* [Exercise directions]: Please copy every line of the data in which the string "strlen" appears.

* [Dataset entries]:
________
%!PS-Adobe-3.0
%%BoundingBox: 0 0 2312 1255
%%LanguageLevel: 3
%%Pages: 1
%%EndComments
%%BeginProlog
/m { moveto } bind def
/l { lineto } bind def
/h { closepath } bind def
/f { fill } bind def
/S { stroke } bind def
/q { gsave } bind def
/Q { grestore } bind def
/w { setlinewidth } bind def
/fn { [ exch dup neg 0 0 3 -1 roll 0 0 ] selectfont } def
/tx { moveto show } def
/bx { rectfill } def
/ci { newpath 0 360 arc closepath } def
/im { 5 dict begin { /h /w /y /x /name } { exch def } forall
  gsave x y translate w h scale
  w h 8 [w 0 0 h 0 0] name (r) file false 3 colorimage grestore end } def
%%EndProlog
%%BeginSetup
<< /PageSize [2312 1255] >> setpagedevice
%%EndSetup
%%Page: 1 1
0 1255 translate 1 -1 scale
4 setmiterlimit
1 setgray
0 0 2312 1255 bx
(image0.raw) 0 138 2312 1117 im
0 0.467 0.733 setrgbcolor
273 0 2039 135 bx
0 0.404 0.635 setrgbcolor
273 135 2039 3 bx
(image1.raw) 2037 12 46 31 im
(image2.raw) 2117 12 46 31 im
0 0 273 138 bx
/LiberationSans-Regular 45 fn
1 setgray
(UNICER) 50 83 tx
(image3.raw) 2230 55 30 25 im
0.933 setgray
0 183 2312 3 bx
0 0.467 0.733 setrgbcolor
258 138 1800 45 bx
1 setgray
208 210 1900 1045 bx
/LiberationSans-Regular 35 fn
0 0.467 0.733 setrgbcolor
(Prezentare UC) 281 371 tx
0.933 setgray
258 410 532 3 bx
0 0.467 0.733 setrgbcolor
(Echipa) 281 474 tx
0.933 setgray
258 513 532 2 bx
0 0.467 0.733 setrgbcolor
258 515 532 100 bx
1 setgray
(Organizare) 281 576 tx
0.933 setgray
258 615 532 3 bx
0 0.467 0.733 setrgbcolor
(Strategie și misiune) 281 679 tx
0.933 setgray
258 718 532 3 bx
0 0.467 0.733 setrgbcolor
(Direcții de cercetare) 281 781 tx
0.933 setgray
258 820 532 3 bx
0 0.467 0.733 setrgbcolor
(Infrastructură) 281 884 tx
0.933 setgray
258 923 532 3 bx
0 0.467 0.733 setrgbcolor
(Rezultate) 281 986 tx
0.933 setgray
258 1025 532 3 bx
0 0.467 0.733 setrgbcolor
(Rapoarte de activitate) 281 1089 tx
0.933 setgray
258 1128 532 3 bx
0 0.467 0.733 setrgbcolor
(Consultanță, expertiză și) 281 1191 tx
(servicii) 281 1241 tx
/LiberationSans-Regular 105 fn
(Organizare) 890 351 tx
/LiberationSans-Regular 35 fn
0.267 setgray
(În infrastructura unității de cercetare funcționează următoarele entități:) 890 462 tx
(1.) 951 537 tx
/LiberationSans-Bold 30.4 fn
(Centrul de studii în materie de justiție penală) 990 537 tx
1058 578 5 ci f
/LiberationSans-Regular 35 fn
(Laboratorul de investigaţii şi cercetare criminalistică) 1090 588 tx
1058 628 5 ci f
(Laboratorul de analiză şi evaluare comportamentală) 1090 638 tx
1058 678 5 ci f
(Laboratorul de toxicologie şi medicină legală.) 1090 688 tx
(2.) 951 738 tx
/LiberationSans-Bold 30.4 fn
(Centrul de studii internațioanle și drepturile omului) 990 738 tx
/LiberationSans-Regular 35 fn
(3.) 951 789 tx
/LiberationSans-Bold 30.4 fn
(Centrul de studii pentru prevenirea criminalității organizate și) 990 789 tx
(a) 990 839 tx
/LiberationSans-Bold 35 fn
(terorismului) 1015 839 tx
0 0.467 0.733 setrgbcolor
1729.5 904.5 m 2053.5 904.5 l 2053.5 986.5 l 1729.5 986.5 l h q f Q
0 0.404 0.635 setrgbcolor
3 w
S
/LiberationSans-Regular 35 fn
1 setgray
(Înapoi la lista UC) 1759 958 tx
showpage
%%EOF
________
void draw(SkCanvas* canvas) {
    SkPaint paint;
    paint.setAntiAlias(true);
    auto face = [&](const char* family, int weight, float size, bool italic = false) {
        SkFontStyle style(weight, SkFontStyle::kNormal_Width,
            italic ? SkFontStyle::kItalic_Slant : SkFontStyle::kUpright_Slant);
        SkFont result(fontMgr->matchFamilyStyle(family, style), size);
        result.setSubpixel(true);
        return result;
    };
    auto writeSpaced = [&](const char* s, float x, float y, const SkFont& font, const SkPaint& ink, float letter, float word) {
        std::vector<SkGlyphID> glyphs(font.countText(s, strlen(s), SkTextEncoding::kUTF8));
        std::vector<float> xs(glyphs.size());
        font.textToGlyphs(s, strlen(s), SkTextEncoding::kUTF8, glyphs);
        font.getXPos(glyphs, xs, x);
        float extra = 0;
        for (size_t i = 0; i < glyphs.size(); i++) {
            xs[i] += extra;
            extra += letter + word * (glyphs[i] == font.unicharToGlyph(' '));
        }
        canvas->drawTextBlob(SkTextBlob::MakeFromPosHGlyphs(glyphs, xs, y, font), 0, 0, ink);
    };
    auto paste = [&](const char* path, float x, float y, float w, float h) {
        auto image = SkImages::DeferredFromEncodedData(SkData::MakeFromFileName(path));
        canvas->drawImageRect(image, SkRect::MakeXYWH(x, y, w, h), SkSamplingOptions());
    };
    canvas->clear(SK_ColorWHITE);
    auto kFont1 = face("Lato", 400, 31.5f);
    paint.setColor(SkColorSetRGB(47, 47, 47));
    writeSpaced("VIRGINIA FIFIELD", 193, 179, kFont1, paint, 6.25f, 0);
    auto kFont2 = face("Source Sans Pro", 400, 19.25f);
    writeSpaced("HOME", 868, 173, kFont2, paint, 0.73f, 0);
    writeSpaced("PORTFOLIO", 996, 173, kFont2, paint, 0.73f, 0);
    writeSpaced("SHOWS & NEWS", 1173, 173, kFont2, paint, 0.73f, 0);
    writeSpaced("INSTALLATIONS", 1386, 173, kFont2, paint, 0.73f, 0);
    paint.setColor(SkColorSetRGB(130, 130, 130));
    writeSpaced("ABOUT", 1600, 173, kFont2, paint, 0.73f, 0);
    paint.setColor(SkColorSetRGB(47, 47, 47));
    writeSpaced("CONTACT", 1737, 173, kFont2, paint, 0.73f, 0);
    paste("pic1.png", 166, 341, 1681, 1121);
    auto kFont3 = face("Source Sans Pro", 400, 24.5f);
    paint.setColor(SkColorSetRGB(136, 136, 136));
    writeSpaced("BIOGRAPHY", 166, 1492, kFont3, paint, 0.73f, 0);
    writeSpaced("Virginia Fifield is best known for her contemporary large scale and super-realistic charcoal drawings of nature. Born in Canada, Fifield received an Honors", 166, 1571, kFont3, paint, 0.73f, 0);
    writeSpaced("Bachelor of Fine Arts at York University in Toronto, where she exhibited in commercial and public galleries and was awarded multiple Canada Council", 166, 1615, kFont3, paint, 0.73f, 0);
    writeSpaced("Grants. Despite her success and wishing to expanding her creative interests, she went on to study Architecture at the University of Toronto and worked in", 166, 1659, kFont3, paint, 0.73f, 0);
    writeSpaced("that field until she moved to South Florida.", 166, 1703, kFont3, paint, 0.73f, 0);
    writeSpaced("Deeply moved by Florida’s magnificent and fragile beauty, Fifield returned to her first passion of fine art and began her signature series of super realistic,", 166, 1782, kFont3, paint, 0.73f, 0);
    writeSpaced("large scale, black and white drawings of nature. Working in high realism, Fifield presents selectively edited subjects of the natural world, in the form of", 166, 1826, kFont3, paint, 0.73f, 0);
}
________
* [Answer section]:
        std::vector<SkGlyphID> glyphs(font.countText(s, strlen(s), SkTextEncoding::kUTF8));
        font.textToGlyphs(s, strlen(s), SkTextEncoding::kUTF8, glyphs);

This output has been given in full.